■ Work task ■
The required result is each line of the entries below containing the string "Camargo".

Content starts

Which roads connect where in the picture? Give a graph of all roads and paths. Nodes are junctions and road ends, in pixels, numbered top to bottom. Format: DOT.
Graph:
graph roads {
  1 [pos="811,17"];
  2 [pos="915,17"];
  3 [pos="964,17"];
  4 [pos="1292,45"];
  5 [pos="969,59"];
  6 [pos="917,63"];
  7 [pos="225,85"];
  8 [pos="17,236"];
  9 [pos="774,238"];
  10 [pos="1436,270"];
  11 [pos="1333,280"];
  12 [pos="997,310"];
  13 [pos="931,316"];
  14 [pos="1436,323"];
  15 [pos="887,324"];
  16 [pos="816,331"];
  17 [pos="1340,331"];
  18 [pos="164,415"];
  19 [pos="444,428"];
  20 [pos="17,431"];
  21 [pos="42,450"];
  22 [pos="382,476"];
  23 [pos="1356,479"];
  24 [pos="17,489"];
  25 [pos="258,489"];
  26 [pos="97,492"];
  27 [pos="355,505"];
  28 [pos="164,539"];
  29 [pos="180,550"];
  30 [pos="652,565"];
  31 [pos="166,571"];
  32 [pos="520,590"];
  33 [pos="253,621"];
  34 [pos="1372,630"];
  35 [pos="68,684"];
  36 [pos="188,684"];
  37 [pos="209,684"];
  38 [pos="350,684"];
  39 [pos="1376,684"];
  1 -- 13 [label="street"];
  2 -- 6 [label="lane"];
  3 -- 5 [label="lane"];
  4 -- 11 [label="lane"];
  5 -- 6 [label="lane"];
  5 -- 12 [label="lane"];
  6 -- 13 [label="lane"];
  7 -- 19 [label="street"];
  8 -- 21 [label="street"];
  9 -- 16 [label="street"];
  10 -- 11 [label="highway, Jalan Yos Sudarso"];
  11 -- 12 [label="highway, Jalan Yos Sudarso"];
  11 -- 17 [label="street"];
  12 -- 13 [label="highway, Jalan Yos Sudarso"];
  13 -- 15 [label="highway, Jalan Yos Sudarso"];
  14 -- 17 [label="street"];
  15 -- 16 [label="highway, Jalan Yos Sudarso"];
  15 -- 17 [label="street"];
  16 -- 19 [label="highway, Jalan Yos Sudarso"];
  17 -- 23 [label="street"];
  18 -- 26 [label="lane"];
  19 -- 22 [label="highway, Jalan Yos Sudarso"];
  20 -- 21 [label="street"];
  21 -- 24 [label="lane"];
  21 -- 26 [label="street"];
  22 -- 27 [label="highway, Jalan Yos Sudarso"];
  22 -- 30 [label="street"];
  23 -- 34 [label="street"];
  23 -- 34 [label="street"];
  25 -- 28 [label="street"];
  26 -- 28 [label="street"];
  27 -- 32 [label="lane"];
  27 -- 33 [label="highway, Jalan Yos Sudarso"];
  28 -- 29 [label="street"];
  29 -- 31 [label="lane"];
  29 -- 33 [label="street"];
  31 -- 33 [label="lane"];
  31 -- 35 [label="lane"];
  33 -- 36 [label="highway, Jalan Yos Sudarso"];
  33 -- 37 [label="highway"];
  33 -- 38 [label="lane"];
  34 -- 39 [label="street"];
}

Content ends
Content starts

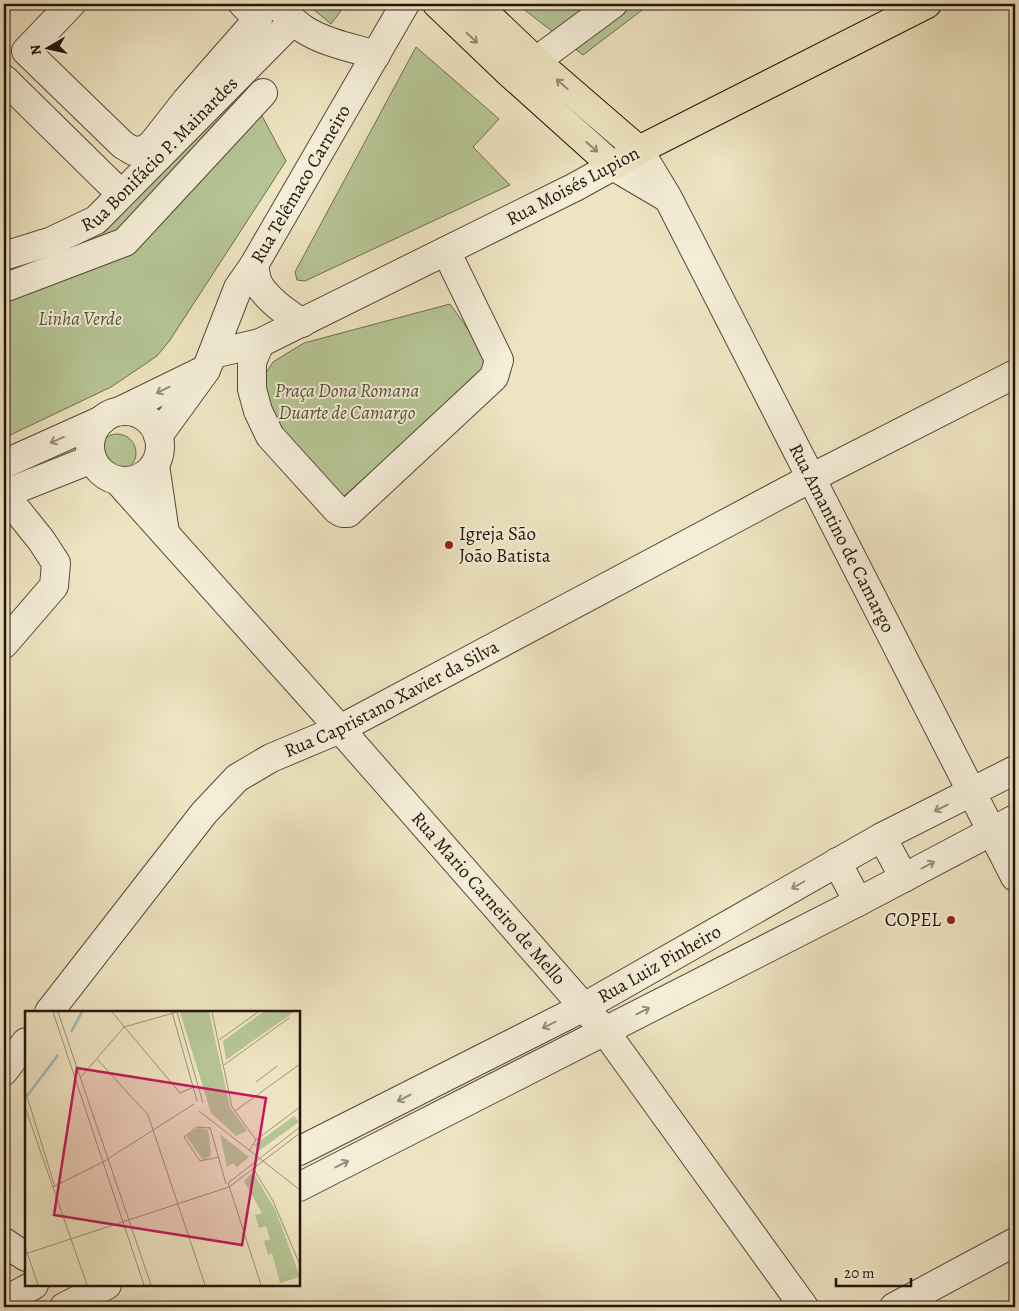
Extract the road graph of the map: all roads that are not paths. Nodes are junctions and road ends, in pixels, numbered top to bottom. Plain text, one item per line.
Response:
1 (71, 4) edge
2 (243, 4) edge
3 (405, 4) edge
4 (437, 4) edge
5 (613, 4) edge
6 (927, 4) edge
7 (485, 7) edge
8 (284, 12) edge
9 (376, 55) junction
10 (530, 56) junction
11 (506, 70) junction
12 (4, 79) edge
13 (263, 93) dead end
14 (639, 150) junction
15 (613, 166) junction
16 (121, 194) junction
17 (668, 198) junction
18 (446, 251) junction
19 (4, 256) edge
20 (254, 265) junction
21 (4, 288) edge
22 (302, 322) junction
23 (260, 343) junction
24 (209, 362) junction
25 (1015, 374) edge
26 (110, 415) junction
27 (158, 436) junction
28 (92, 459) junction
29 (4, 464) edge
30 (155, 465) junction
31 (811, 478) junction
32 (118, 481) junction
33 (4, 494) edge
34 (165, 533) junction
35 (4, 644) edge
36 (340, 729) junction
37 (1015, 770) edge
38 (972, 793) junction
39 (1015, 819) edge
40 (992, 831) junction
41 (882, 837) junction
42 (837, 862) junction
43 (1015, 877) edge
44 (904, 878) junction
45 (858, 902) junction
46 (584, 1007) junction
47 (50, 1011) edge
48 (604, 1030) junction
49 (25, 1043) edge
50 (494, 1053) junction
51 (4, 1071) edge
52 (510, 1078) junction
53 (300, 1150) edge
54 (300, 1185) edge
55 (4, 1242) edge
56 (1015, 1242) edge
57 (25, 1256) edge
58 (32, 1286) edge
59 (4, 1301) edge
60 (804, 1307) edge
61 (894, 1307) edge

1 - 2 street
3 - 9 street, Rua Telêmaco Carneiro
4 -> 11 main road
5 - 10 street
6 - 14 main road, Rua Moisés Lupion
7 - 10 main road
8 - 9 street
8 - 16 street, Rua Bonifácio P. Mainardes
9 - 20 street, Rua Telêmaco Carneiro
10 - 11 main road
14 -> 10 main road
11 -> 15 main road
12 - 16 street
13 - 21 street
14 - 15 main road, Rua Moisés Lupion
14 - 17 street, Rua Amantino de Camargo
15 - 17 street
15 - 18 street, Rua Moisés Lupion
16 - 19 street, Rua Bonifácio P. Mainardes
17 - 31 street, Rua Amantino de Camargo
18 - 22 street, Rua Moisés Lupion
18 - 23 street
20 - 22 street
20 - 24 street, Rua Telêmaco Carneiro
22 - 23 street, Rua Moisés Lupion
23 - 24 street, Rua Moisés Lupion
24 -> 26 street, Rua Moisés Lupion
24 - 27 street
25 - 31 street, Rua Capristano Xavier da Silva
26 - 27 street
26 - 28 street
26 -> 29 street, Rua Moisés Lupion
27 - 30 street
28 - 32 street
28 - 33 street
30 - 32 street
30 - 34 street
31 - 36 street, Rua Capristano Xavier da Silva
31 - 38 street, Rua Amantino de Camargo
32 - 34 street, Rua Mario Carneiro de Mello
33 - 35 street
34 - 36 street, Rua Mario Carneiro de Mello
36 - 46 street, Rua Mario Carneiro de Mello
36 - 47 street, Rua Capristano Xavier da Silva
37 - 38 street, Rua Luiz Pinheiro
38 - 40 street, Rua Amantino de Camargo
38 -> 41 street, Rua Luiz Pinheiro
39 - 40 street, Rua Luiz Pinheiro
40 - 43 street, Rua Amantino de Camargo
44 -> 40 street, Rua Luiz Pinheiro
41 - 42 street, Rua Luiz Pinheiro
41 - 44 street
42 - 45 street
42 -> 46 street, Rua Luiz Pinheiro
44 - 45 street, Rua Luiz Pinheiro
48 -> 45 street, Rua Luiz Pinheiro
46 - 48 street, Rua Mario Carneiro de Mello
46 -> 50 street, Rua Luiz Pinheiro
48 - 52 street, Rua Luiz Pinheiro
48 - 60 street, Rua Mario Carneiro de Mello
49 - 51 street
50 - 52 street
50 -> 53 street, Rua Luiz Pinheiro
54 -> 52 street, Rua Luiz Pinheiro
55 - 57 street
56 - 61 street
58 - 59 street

Content ends

■ Output ■
14 - 17 street, Rua Amantino de Camargo
17 - 31 street, Rua Amantino de Camargo
31 - 38 street, Rua Amantino de Camargo
38 - 40 street, Rua Amantino de Camargo
40 - 43 street, Rua Amantino de Camargo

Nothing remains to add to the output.